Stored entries
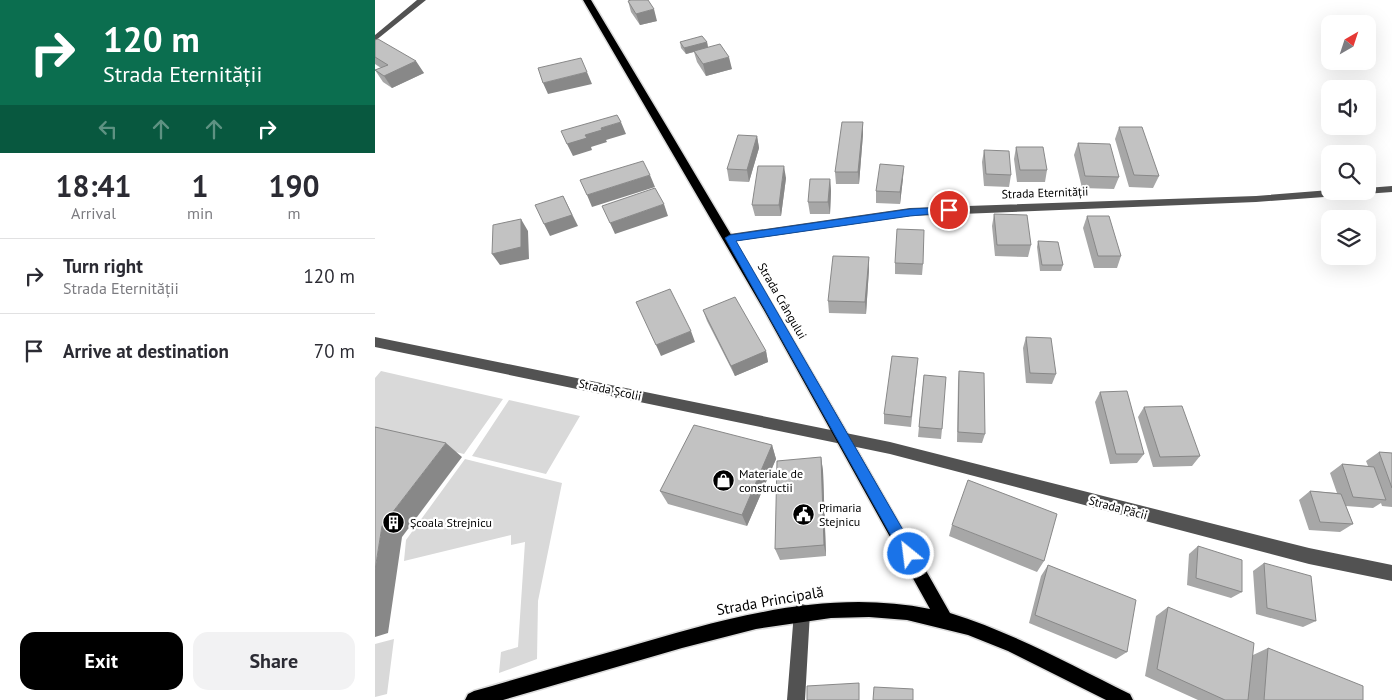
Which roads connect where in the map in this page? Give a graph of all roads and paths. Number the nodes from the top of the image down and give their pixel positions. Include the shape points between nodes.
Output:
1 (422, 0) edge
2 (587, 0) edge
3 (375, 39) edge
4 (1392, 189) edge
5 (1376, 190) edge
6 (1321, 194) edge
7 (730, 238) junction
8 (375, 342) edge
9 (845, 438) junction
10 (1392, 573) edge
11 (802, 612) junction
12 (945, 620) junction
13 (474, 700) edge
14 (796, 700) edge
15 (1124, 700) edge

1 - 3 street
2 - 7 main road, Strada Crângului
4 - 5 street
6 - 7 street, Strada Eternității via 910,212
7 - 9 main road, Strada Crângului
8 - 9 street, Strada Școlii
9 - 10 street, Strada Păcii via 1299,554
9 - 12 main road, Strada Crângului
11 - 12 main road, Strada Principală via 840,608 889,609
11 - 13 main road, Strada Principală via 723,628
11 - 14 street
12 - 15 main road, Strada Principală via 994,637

## [TRY IT]
Please output all of the entries above exactly, but without any picture.

## [SOLUTION]
Which roads connect where in the map in this page? Give a graph of all roads and paths. Number the nodes from the top of the image down and give their pixel positions. Include the shape points between nodes.
Output:
1 (422, 0) edge
2 (587, 0) edge
3 (375, 39) edge
4 (1392, 189) edge
5 (1376, 190) edge
6 (1321, 194) edge
7 (730, 238) junction
8 (375, 342) edge
9 (845, 438) junction
10 (1392, 573) edge
11 (802, 612) junction
12 (945, 620) junction
13 (474, 700) edge
14 (796, 700) edge
15 (1124, 700) edge

1 - 3 street
2 - 7 main road, Strada Crângului
4 - 5 street
6 - 7 street, Strada Eternității via 910,212
7 - 9 main road, Strada Crângului
8 - 9 street, Strada Școlii
9 - 10 street, Strada Păcii via 1299,554
9 - 12 main road, Strada Crângului
11 - 12 main road, Strada Principală via 840,608 889,609
11 - 13 main road, Strada Principală via 723,628
11 - 14 street
12 - 15 main road, Strada Principală via 994,637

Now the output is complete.